I found the planning process overwhelming. My husband Tom and I struggled to balance our decisions with what felt comfortable to us, and what we felt was best for all the family and friends involved. Some people say to just be true to what you want, since it’s your day, but Tom and I both felt strongly that at its core, a wedding is about celebrating family.
We both dislike being the center of attention and we are very laid back. All we knew was no church wedding. So after a lot of agonizing over destination weddings and endless research, we decided that what felt right (even though it was bigger than what we wanted) was doing a more traditional wedding in Pennsylvania, near my childhood home and family. All in all, it took us about three months to figure it out and just get a date booked.

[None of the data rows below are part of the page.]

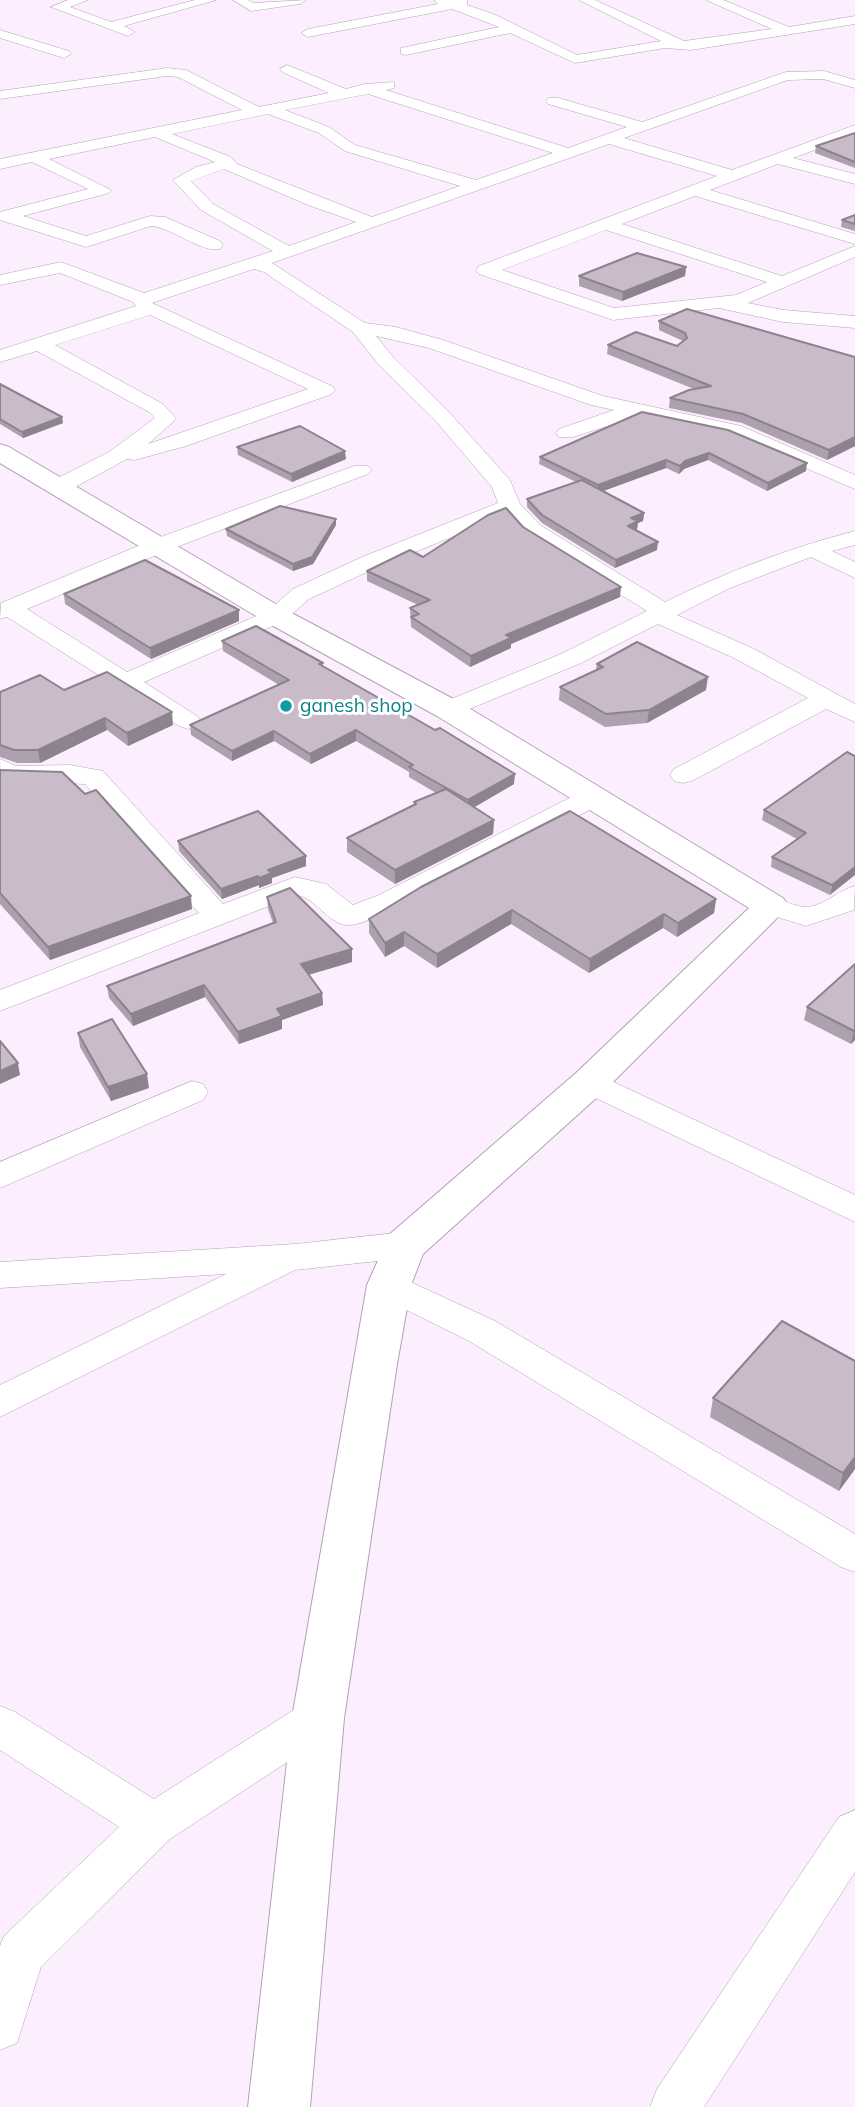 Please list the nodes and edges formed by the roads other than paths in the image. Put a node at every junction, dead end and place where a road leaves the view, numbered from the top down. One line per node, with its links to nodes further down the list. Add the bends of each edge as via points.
1 (82, 0): 10 (street, via 57,7)
2 (211, 0): 10 (street)
3 (239, 0): 4 (street, via 251,7)
4 (300, 0)
5 (477, 0): 8 (street)
6 (586, 0): 16 (street)
7 (712, 0): 12 (street)
8 (447, 2): 11 (street); 14 (street)
9 (855, 20): 12 (street)
10 (110, 26): 13 (street)
11 (513, 28): 16 (street, via 575,59); 17 (street)
12 (788, 31): 16 (street)
13 (131, 33)
14 (308, 33)
15 (0, 34): 18 (street)
16 (680, 45)
17 (406, 51)
18 (64, 54)
19 (287, 69): 23 (street)
20 (855, 84): 27 (street, via 824,75 786,76)
21 (389, 85): 22 (street)
22 (365, 88): 23 (street); 31 (street)
23 (342, 93): 26 (street)
24 (0, 95): 26 (street, via 167,72 181,73)
25 (553, 101): 27 (street)
26 (262, 110): 29 (street); 38 (street, via 324,130 350,148)
27 (643, 127): 30 (street)
28 (855, 130): 33 (street)
29 (155, 132): 32 (street); 34 (street)
30 (609, 139): 31 (street); 36 (street)
31 (569, 153): 38 (street)
32 (33, 157): 35 (street); 40 (street, via 103,190)
33 (777, 159): 36 (street); 37 (street)
34 (228, 163): 41 (street); 46 (street, via 181,180 207,207)
35 (0, 164)
36 (734, 176): 39 (street)
37 (855, 179)
38 (475, 185): 41 (street)
39 (697, 191): 42 (street); 43 (street)
40 (2, 217): 44 (street, via 86,242 150,221 165,222)
41 (372, 222): 46 (street)
42 (606, 224): 51 (street); 54 (street, via 485,270)
43 (855, 239)
44 (214, 245)
45 (855, 251): 47 (street)
46 (287, 252): 48 (street)
47 (833, 262): 49 (street); 51 (street)
48 (254, 264): 53 (street); 56 (street, via 270,268)
49 (855, 268)
50 (0, 280): 53 (street, via 61,267)
51 (784, 282): 52 (street, via 740,300)
52 (717, 302): 54 (street); 55 (street, via 783,316)
53 (143, 303): 58 (street, via 144,311); 63 (street, via 325,390 180,442 135,454)
54 (613, 314): 57 (street, via 619,325)
55 (855, 322)
56 (360, 328): 60 (street, via 436,344 533,380); 67 (street, via 502,485)
57 (638, 333)
58 (39, 344): 59 (street); 63 (street, via 156,408 166,418)
59 (0, 356)
60 (636, 409): 61 (street); 65 (street, via 734,430)
61 (566, 433)
62 (0, 452): 66 (street)
63 (121, 452): 66 (street)
64 (361, 470): 69 (street)
65 (855, 483)
66 (61, 486): 69 (street)
67 (510, 506): 73 (street, via 532,530); 74 (street, via 301,594)
68 (855, 538): 70 (street)
69 (158, 546): 72 (street); 74 (street)
70 (812, 549): 71 (street); 73 (street, via 722,583)
71 (855, 571)
72 (4, 610): 75 (street)
73 (661, 613): 76 (street); 77 (street, via 570,659)
74 (276, 616): 75 (street); 77 (street)
75 (124, 682): 79 (street)
76 (827, 698): 78 (street); 81 (street)
77 (448, 709): 82 (street)
78 (855, 714)
79 (188, 721)
80 (0, 767): 85 (street, via 10,774 70,772 94,777)
81 (682, 775)
82 (593, 797): 84 (street); 85 (street, via 349,917 316,890 295,886)
83 (855, 895): 84 (street, via 844,904 806,917)
84 (771, 906): 87 (street)
85 (218, 916): 86 (street)
86 (4, 993)
87 (590, 1082): 90 (street); 91 (street)
88 (192, 1092): 89 (street)
89 (0, 1177)
90 (855, 1210)
91 (405, 1245): 92 (street); 94 (street)
92 (295, 1257): 93 (street); 95 (street)
93 (0, 1275)
94 (389, 1285): 96 (street, via 482,1331); 97 (street)
95 (0, 1402)
96 (855, 1555)
97 (318, 1718): 99 (street); 102 (street)
98 (0, 1726): 99 (street)
99 (154, 1824): 101 (street, via 22,1953)
100 (855, 1832): 103 (street)
101 (0, 2026)
102 (279, 2107)
103 (675, 2107)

After we booked a day at the Pearl S. Buck House, a lot of the other decisions seemed much smaller and easier to make. I wore my mother’s dress and we worked with a seamstress to alter it. Photos were shot by my best friend Kristy Rowe of Moodeous Photography (excellent Denver APW sponsor) plus a second shooter found on craigslist to shoot the reception so she wasn’t working the whole time. I am a graphic designer and really enjoyed the chance to be in creative control of designing the invites and other paper items. Printing was gifted by an old family friend. Flowers were done with a local grower. My family and I baked the cake. While we wanted to write our own vows for the ceremony, we chose a nondenominational minister who created the ceremony, which felt more comfortable to us.

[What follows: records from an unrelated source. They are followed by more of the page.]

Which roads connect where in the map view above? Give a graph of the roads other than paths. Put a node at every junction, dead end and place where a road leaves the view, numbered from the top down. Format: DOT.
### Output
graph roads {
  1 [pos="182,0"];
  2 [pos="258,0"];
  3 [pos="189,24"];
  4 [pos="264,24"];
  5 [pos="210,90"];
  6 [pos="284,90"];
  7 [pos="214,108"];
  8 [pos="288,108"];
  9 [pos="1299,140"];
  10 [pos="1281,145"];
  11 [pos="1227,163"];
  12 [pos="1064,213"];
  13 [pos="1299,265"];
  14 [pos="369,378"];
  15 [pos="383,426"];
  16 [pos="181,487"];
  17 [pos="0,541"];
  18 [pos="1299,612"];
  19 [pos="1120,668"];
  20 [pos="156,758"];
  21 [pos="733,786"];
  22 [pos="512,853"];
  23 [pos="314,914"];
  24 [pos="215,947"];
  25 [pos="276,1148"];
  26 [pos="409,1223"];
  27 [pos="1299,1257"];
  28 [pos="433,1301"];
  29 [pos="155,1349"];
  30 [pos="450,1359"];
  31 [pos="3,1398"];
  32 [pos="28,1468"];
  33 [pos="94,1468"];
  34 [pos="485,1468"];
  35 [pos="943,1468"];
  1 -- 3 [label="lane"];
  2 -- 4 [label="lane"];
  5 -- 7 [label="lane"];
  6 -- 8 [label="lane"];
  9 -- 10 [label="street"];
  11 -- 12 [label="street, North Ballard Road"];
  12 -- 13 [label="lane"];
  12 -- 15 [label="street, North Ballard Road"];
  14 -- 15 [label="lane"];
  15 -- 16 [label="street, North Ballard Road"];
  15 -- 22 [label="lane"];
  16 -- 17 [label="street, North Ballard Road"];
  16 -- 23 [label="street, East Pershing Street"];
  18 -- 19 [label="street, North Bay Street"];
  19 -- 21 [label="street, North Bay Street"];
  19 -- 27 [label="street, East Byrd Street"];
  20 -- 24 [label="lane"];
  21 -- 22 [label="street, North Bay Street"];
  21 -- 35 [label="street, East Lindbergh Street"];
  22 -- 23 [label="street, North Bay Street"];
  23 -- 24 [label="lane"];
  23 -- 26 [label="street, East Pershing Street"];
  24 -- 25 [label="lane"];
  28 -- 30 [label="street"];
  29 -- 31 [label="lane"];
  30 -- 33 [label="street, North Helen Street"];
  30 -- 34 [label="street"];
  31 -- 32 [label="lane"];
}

We tried to identify the priority areas and spend the bulk of our budget there. Having those priorities made it much easier to focus on the big picture stuff, while using resources other than money on some of the less important things.
We hit a major bump four months before the wedding when we found out that our caterer had gone out of business, taking our deposit and first payment with him. We lost a lot of money and it made an already financially stressful situation even worse. It made for a horrible month of scrambling around trying to find someone new and trying to rework our numbers. It’s very hard to continue to trust your gut and ability to make decisions when something like that happens. It’s sad. You’re trying to feel your way through planning this huge thing—probably the biggest party you’ve ever planned. You’re figuring everything out as you go along. And you try as hard as you can to do things “right,” but there are people out there who don’t care about you, who will take advantage of your insecurities because in the end they just want your money.

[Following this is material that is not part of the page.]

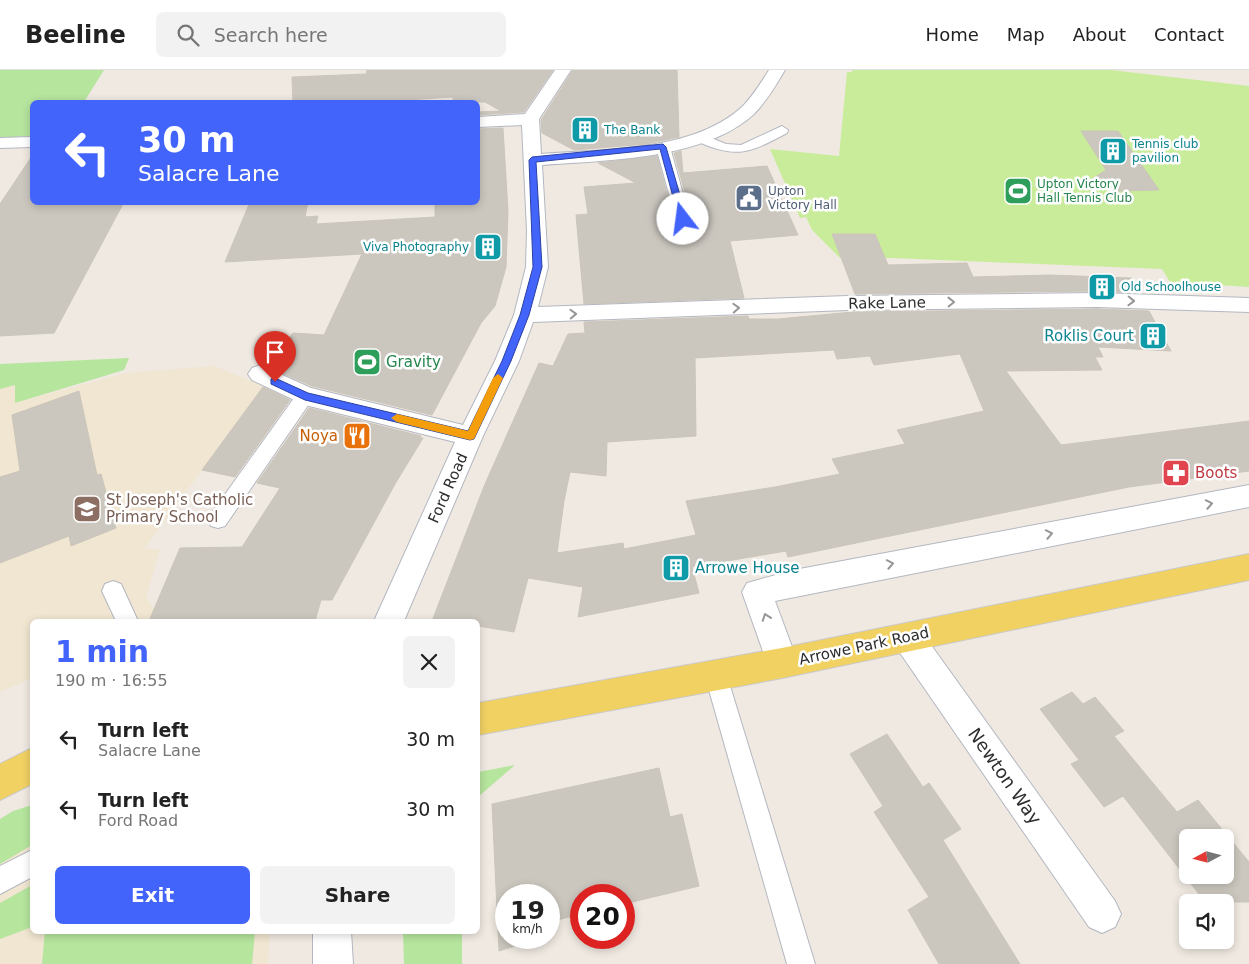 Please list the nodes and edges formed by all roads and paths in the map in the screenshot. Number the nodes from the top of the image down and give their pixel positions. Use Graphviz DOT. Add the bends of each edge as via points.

It’s so important to have that solid team that you can count on to work through the process. Don’t let people push you into taking on everything alone. I had a really hard time getting over the lost money. It meant giving up some things I had really wanted. We worked through it as a team, making every effort to stay focused on our priorities, which absolutely helped keep me focused on what mattered.
The day itself was a blast. It was so much more meaningful and fun then I ever hoped it would be. Sure it rained, and we didn’t get to have the outdoor ceremony we wanted (but we did get a rainbow), and there were a few family dramas. But all in all, it was not enough to change the focus of the day. The things I remember most are the feelings and emotions: the faces and expressions, hugs, tears and dancing my ass off. Remembering that the day is bigger than just you and your fiancé put things in perspective for me. There were (obviously!) problems along the way and yes, I would totally do some things differently, but in the end we did what we set out to do: celebrate the love we have for each other, our friends and our family. Remembering that we are a team, that we were lucky to have support from friends and family, made it easier to cut off the fights before they really got going and to help each other keep the stress in check.
It’s easy to get distracted from what really matters. All the blogs and magazines and reality shows constantly remind you of what you don’t have or should do. At the end of it all, sanity means priorities. If you have a firm grip on what your priorities are, you’ll be able to navigate the planning process no matter what gets thrown your way.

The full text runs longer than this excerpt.